◆ **Data provided**
**********

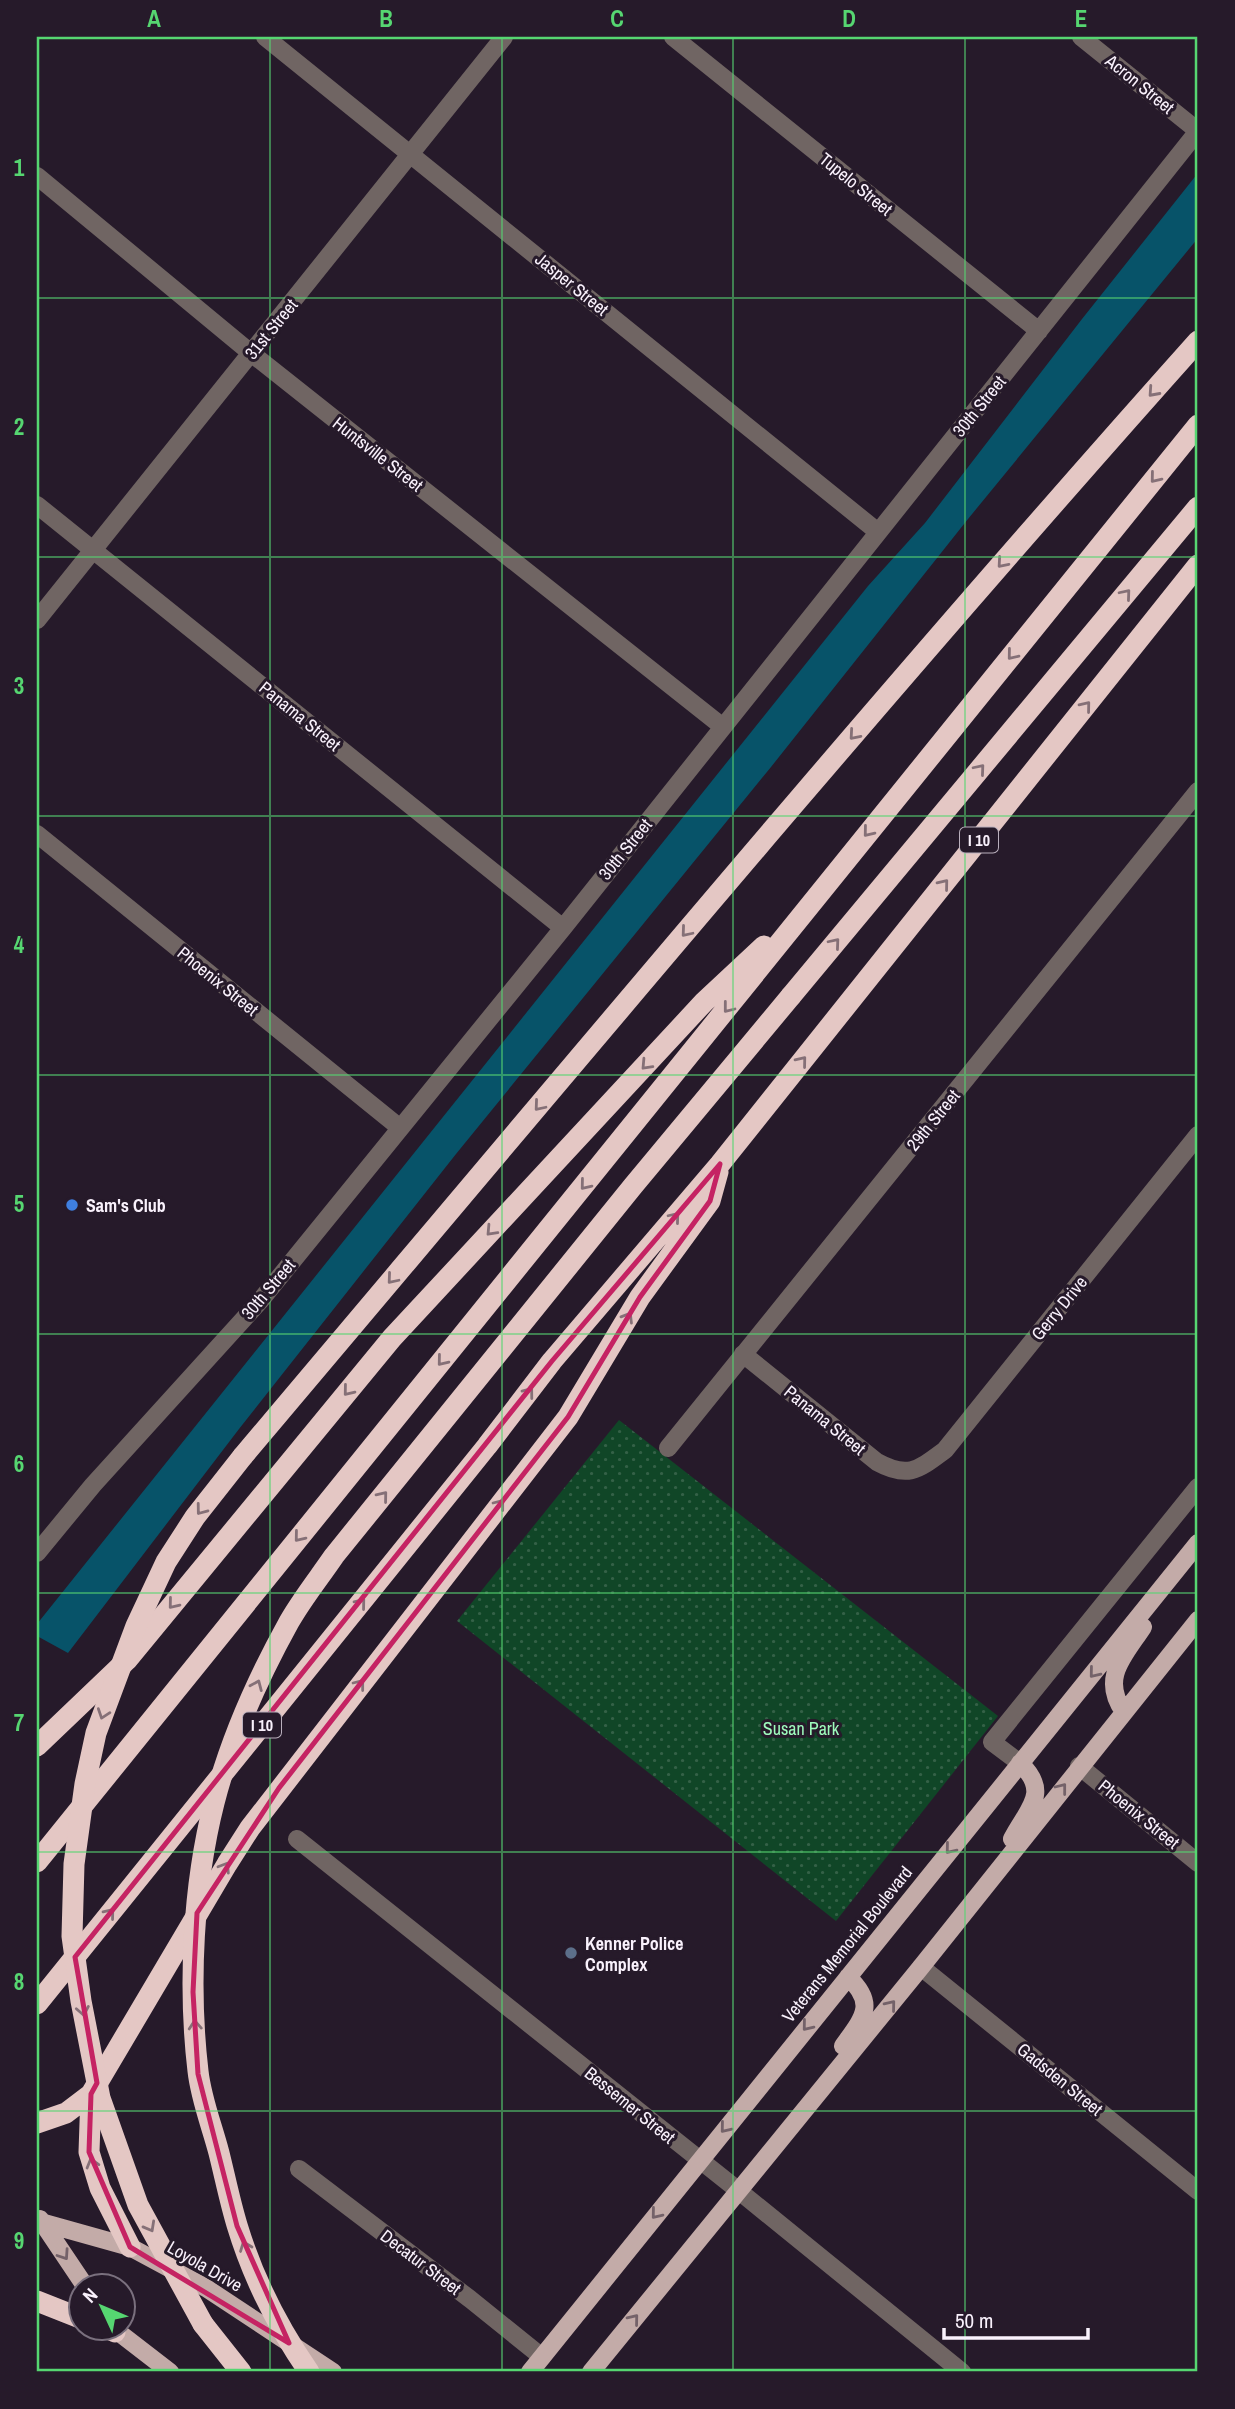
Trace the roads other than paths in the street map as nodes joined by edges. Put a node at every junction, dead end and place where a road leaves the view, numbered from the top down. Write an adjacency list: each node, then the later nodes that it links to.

**********

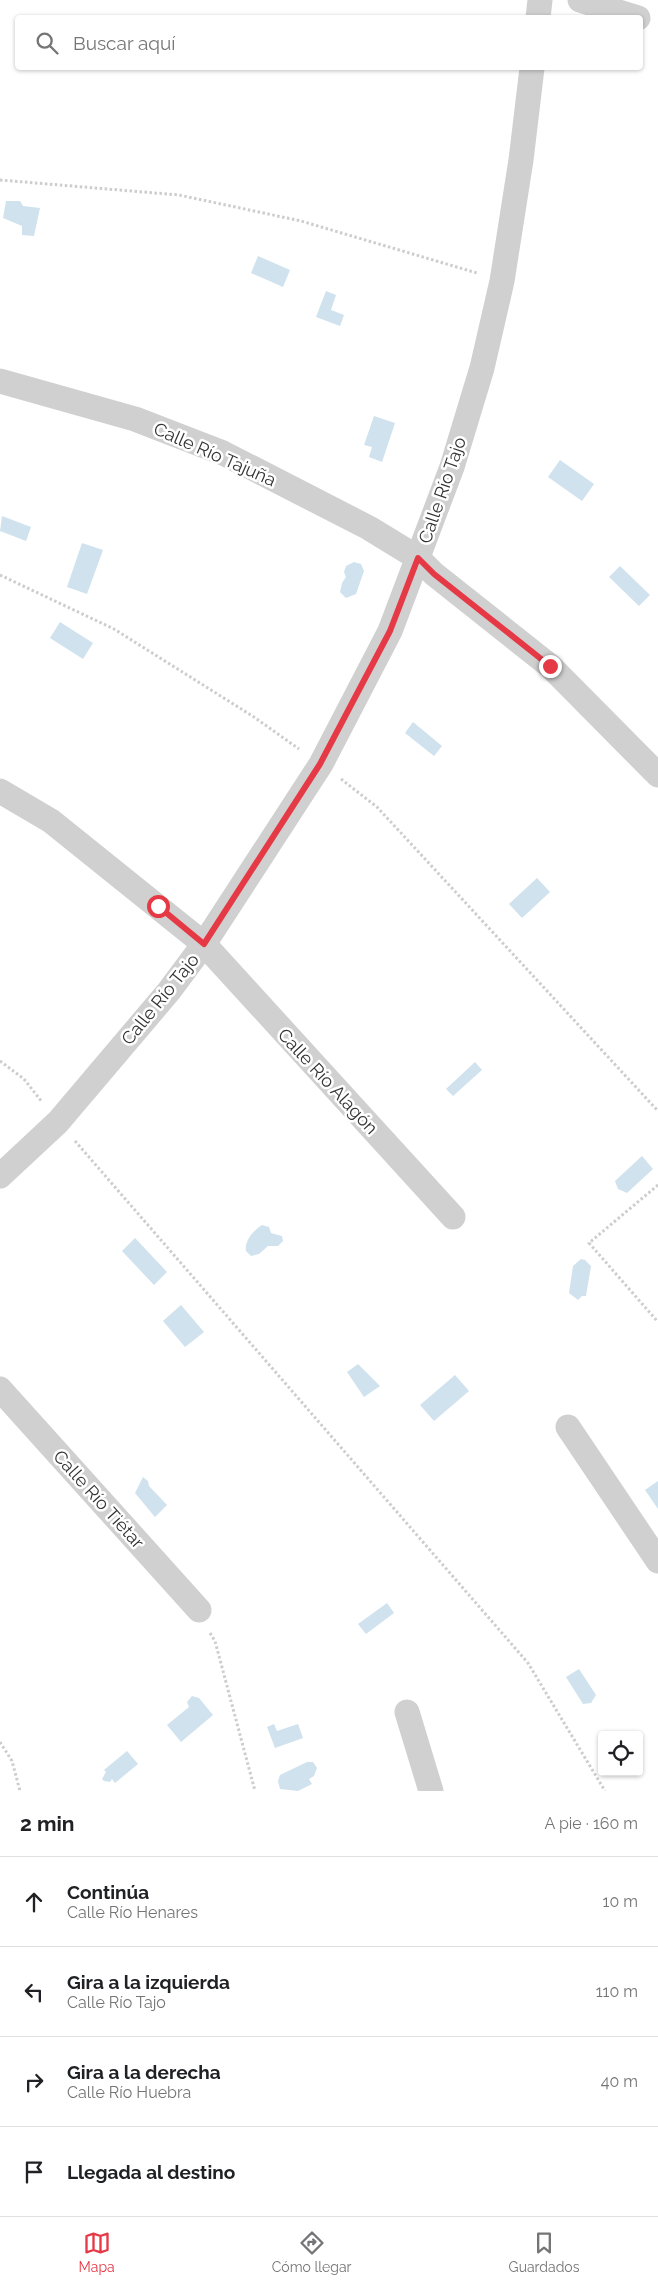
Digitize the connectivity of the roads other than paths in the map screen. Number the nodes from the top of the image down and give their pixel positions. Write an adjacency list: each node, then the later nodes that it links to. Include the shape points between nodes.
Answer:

**********

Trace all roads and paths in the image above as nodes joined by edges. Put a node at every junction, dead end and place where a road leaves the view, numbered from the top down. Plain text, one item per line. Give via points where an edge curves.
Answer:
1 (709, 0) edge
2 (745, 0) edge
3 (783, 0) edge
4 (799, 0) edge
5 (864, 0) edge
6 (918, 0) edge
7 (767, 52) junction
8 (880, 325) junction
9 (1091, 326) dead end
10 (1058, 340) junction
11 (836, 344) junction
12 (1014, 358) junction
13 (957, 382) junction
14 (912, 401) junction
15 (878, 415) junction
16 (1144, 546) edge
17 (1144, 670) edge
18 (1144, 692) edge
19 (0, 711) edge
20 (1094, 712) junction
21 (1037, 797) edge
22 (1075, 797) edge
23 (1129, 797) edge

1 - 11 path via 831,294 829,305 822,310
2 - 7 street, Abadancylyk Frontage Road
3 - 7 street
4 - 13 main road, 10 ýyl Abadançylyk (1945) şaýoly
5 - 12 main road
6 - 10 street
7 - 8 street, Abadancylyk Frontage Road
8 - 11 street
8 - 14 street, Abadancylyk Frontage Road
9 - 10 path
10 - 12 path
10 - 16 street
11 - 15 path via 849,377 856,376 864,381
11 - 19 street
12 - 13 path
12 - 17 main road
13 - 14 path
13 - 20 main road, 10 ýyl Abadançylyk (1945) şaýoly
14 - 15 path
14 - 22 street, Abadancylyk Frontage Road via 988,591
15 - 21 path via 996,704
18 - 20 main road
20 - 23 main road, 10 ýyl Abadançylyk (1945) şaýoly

**********

Wherever "that" occurs in the records above, copy the line it sits in.

Trace the roads other than paths in the street map as nodes joined by edges. Put a node at every junction, dead end and place where a road leaves the view, numbered from the top down. Write an adjacency list: each node, then the later nodes that it links to.
Digitize the connectivity of the roads other than paths in the map screen. Number the nodes from the top of the image down and give their pixel positions. Write an adjacency list: each node, then the later nodes that it links to. Include the shape points between nodes.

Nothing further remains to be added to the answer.